Work instruction ::
I would like every record printed again, exactly as shown.
━━ Material for this exercise ━━
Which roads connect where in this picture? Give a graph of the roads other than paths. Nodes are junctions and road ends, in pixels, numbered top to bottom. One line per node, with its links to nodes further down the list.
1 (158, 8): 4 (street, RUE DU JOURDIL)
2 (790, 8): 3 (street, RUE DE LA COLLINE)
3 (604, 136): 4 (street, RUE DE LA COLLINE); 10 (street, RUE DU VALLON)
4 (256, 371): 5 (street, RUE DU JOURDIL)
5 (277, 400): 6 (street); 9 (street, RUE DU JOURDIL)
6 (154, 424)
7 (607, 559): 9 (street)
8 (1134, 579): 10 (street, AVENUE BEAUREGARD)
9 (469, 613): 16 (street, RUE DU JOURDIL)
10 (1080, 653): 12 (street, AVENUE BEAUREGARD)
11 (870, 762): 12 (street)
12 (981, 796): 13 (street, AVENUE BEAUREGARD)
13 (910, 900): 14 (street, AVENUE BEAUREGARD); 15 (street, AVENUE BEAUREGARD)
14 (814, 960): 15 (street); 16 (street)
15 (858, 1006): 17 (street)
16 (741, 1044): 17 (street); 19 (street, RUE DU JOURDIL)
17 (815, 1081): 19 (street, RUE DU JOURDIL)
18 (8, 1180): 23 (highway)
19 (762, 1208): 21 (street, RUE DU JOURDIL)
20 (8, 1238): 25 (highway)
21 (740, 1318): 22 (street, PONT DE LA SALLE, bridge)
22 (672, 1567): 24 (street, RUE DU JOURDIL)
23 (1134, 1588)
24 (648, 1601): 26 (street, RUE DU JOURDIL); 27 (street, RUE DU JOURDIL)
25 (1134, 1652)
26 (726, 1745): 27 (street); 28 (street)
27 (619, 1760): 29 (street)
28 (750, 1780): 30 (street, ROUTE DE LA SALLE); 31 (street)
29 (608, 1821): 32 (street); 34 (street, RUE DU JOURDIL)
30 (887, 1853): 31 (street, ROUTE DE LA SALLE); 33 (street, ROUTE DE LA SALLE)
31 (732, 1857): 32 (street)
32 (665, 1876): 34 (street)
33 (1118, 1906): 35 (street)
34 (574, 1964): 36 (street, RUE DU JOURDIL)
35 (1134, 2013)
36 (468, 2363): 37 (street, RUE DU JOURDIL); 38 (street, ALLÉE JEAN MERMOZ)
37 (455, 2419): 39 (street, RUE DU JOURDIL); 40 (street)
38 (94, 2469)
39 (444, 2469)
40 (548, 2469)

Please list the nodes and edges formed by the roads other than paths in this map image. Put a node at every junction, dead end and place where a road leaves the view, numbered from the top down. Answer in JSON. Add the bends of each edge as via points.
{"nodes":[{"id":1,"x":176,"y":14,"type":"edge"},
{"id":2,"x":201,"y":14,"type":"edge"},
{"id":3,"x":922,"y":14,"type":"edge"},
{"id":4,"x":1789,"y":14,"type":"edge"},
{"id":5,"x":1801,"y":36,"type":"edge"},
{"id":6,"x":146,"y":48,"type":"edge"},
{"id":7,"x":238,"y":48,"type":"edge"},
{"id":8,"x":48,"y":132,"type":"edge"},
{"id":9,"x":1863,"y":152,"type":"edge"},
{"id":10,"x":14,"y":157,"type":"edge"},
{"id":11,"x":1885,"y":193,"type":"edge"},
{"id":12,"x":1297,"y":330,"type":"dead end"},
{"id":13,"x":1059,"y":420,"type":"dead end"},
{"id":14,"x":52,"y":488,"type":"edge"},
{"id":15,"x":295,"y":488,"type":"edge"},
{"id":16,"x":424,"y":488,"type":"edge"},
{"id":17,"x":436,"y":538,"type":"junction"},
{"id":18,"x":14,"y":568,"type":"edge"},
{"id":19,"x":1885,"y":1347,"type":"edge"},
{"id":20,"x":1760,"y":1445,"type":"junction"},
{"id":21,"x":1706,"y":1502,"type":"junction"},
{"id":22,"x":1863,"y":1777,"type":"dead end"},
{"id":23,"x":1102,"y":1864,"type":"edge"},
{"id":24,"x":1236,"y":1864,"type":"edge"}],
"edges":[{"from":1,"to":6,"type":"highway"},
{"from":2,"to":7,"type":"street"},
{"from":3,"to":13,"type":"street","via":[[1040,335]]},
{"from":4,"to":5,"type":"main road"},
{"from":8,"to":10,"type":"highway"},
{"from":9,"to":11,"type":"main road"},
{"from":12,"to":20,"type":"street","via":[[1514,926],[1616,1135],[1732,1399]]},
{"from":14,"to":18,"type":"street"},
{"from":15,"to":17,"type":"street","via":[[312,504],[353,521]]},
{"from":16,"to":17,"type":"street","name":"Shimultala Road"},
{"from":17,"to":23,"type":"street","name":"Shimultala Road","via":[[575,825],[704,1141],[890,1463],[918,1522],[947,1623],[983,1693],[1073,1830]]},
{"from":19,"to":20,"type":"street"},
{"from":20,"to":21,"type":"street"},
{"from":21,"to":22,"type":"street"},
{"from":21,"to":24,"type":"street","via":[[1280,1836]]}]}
━━━
Written answer ::
Which roads connect where in this picture? Give a graph of the roads other than paths. Nodes are junctions and road ends, in pixels, numbered top to bottom. One line per node, with its links to nodes further down the list.
1 (158, 8): 4 (street, RUE DU JOURDIL)
2 (790, 8): 3 (street, RUE DE LA COLLINE)
3 (604, 136): 4 (street, RUE DE LA COLLINE); 10 (street, RUE DU VALLON)
4 (256, 371): 5 (street, RUE DU JOURDIL)
5 (277, 400): 6 (street); 9 (street, RUE DU JOURDIL)
6 (154, 424)
7 (607, 559): 9 (street)
8 (1134, 579): 10 (street, AVENUE BEAUREGARD)
9 (469, 613): 16 (street, RUE DU JOURDIL)
10 (1080, 653): 12 (street, AVENUE BEAUREGARD)
11 (870, 762): 12 (street)
12 (981, 796): 13 (street, AVENUE BEAUREGARD)
13 (910, 900): 14 (street, AVENUE BEAUREGARD); 15 (street, AVENUE BEAUREGARD)
14 (814, 960): 15 (street); 16 (street)
15 (858, 1006): 17 (street)
16 (741, 1044): 17 (street); 19 (street, RUE DU JOURDIL)
17 (815, 1081): 19 (street, RUE DU JOURDIL)
18 (8, 1180): 23 (highway)
19 (762, 1208): 21 (street, RUE DU JOURDIL)
20 (8, 1238): 25 (highway)
21 (740, 1318): 22 (street, PONT DE LA SALLE, bridge)
22 (672, 1567): 24 (street, RUE DU JOURDIL)
23 (1134, 1588)
24 (648, 1601): 26 (street, RUE DU JOURDIL); 27 (street, RUE DU JOURDIL)
25 (1134, 1652)
26 (726, 1745): 27 (street); 28 (street)
27 (619, 1760): 29 (street)
28 (750, 1780): 30 (street, ROUTE DE LA SALLE); 31 (street)
29 (608, 1821): 32 (street); 34 (street, RUE DU JOURDIL)
30 (887, 1853): 31 (street, ROUTE DE LA SALLE); 33 (street, ROUTE DE LA SALLE)
31 (732, 1857): 32 (street)
32 (665, 1876): 34 (street)
33 (1118, 1906): 35 (street)
34 (574, 1964): 36 (street, RUE DU JOURDIL)
35 (1134, 2013)
36 (468, 2363): 37 (street, RUE DU JOURDIL); 38 (street, ALLÉE JEAN MERMOZ)
37 (455, 2419): 39 (street, RUE DU JOURDIL); 40 (street)
38 (94, 2469)
39 (444, 2469)
40 (548, 2469)

Please list the nodes and edges formed by the roads other than paths in this map image. Put a node at every junction, dead end and place where a road leaves the view, numbered from the top down. Answer in JSON. Add the bends of each edge as via points.
{"nodes":[{"id":1,"x":176,"y":14,"type":"edge"},
{"id":2,"x":201,"y":14,"type":"edge"},
{"id":3,"x":922,"y":14,"type":"edge"},
{"id":4,"x":1789,"y":14,"type":"edge"},
{"id":5,"x":1801,"y":36,"type":"edge"},
{"id":6,"x":146,"y":48,"type":"edge"},
{"id":7,"x":238,"y":48,"type":"edge"},
{"id":8,"x":48,"y":132,"type":"edge"},
{"id":9,"x":1863,"y":152,"type":"edge"},
{"id":10,"x":14,"y":157,"type":"edge"},
{"id":11,"x":1885,"y":193,"type":"edge"},
{"id":12,"x":1297,"y":330,"type":"dead end"},
{"id":13,"x":1059,"y":420,"type":"dead end"},
{"id":14,"x":52,"y":488,"type":"edge"},
{"id":15,"x":295,"y":488,"type":"edge"},
{"id":16,"x":424,"y":488,"type":"edge"},
{"id":17,"x":436,"y":538,"type":"junction"},
{"id":18,"x":14,"y":568,"type":"edge"},
{"id":19,"x":1885,"y":1347,"type":"edge"},
{"id":20,"x":1760,"y":1445,"type":"junction"},
{"id":21,"x":1706,"y":1502,"type":"junction"},
{"id":22,"x":1863,"y":1777,"type":"dead end"},
{"id":23,"x":1102,"y":1864,"type":"edge"},
{"id":24,"x":1236,"y":1864,"type":"edge"}],
"edges":[{"from":1,"to":6,"type":"highway"},
{"from":2,"to":7,"type":"street"},
{"from":3,"to":13,"type":"street","via":[[1040,335]]},
{"from":4,"to":5,"type":"main road"},
{"from":8,"to":10,"type":"highway"},
{"from":9,"to":11,"type":"main road"},
{"from":12,"to":20,"type":"street","via":[[1514,926],[1616,1135],[1732,1399]]},
{"from":14,"to":18,"type":"street"},
{"from":15,"to":17,"type":"street","via":[[312,504],[353,521]]},
{"from":16,"to":17,"type":"street","name":"Shimultala Road"},
{"from":17,"to":23,"type":"street","name":"Shimultala Road","via":[[575,825],[704,1141],[890,1463],[918,1522],[947,1623],[983,1693],[1073,1830]]},
{"from":19,"to":20,"type":"street"},
{"from":20,"to":21,"type":"street"},
{"from":21,"to":22,"type":"street"},
{"from":21,"to":24,"type":"street","via":[[1280,1836]]}]}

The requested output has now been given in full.